Start of The input

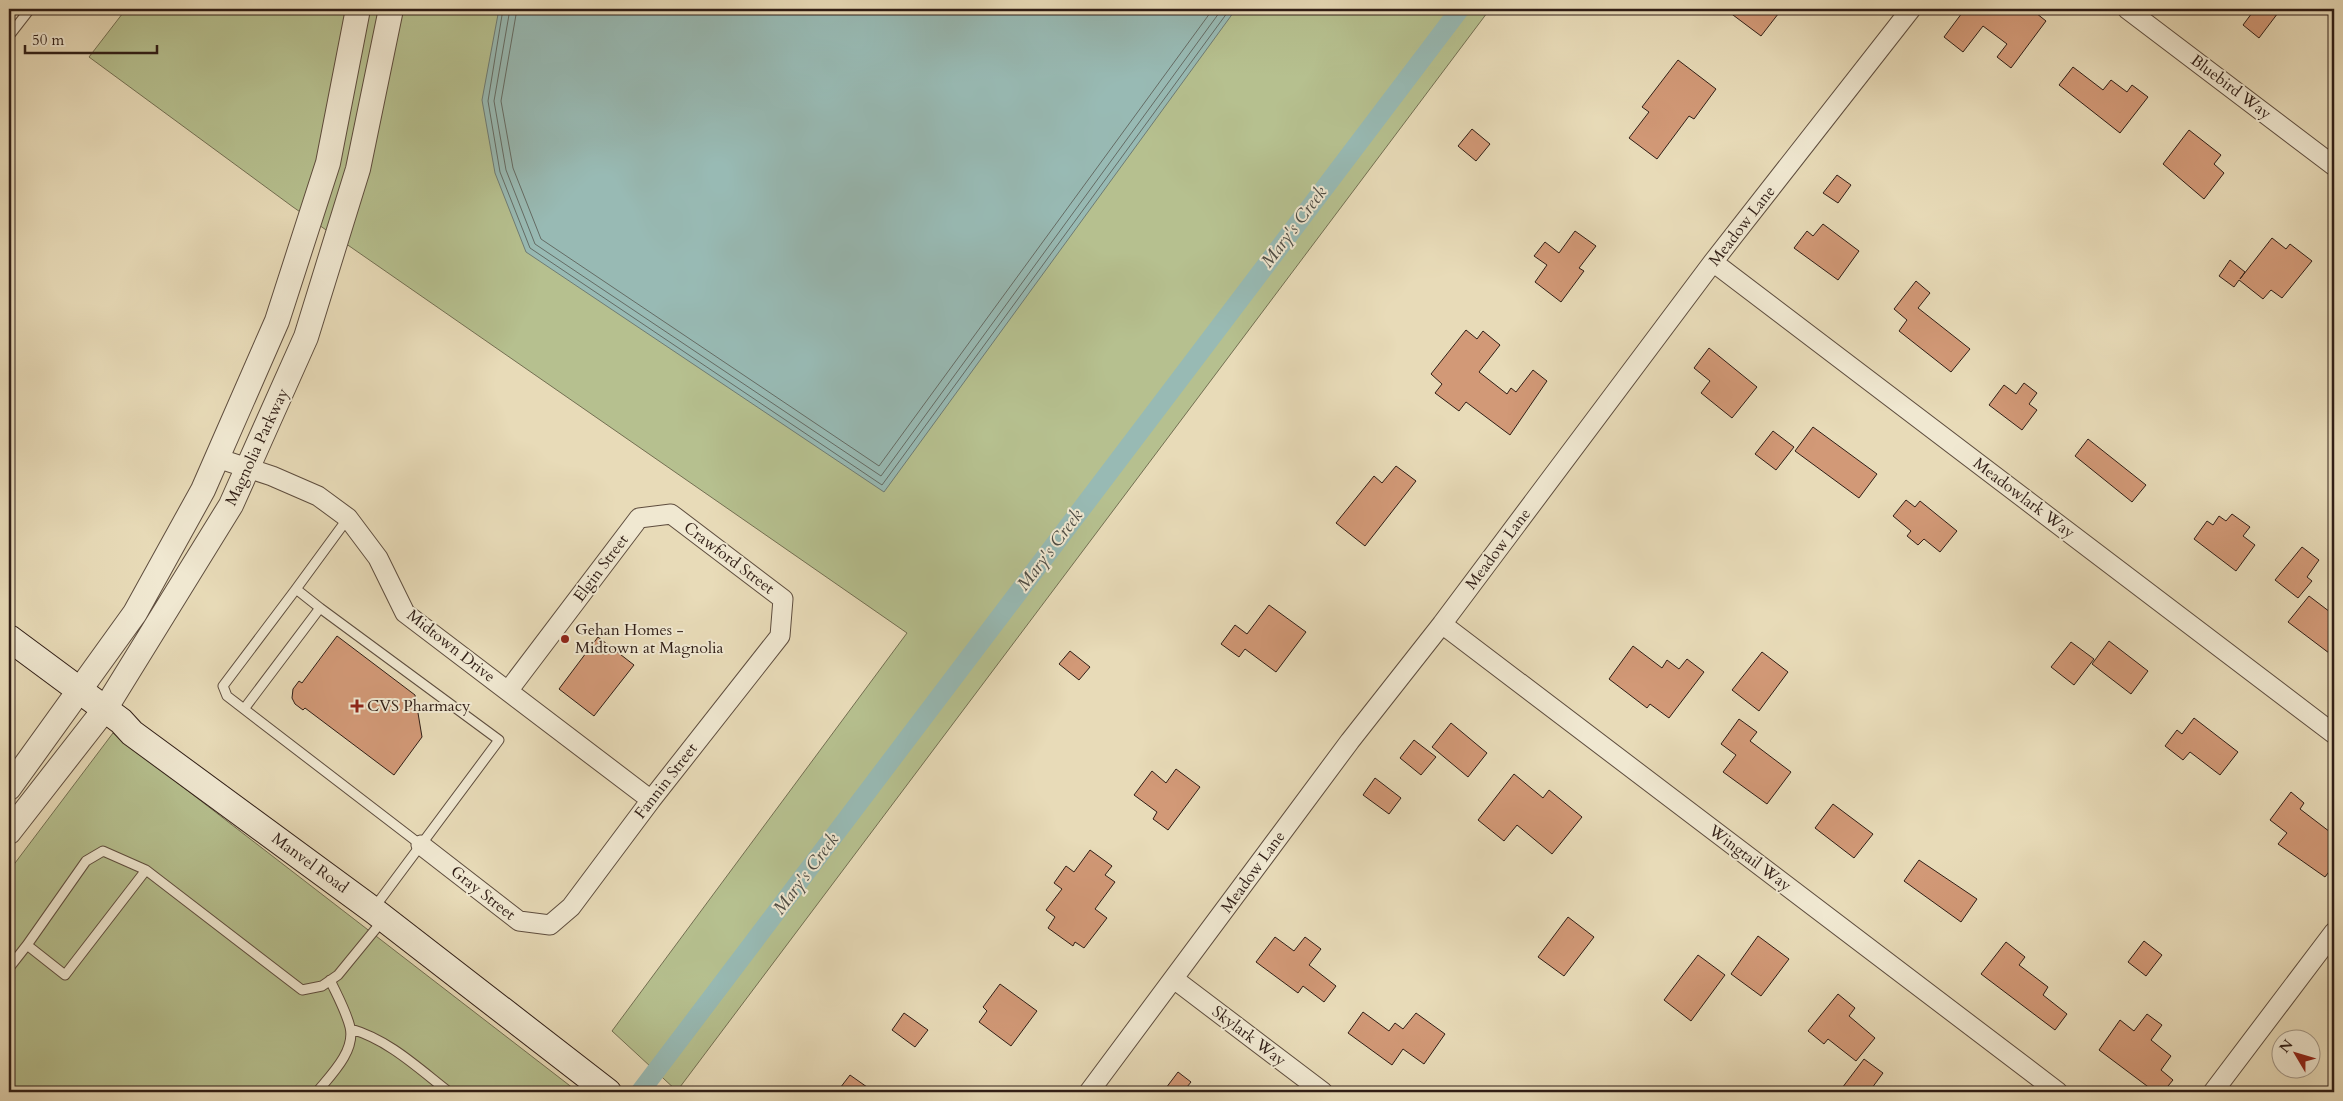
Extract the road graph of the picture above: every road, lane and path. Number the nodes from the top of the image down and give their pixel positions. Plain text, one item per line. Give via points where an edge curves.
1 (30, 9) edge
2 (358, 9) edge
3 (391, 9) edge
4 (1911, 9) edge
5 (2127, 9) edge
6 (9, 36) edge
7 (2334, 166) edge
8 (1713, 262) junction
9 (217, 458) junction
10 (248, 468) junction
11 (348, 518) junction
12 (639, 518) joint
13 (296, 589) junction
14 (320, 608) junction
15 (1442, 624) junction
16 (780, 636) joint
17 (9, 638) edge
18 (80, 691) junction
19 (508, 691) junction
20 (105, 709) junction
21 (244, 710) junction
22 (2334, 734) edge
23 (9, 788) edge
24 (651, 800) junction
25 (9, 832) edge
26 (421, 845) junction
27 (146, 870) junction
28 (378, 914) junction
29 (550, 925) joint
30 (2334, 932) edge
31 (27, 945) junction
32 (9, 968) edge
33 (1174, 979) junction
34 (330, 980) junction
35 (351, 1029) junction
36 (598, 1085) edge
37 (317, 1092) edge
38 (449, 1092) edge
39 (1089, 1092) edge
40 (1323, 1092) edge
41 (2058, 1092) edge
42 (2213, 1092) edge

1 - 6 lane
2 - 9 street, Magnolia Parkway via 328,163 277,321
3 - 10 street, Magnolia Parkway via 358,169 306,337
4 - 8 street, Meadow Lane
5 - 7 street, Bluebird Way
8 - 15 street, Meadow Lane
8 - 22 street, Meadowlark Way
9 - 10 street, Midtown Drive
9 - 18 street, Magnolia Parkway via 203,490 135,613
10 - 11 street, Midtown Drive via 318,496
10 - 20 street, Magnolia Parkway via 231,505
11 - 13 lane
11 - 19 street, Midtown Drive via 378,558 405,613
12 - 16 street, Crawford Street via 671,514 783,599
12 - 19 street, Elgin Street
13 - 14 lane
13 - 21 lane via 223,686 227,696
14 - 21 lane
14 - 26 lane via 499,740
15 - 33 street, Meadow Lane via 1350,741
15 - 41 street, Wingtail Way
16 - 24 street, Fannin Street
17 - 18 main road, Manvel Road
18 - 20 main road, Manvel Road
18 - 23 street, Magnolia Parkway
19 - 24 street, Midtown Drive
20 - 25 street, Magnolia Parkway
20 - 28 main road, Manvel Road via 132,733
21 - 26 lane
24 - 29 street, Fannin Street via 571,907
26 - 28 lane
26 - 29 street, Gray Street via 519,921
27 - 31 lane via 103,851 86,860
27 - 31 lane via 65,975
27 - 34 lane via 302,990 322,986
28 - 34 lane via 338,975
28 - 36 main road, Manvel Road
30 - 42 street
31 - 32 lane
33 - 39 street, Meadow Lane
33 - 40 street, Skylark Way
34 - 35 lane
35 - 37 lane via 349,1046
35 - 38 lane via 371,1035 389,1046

End of The input

— To do —
Copy down every line of the entries containing the word "Parkway".

— Solution for this problem —
2 - 9 street, Magnolia Parkway via 328,163 277,321
3 - 10 street, Magnolia Parkway via 358,169 306,337
9 - 18 street, Magnolia Parkway via 203,490 135,613
10 - 20 street, Magnolia Parkway via 231,505
18 - 23 street, Magnolia Parkway
20 - 25 street, Magnolia Parkway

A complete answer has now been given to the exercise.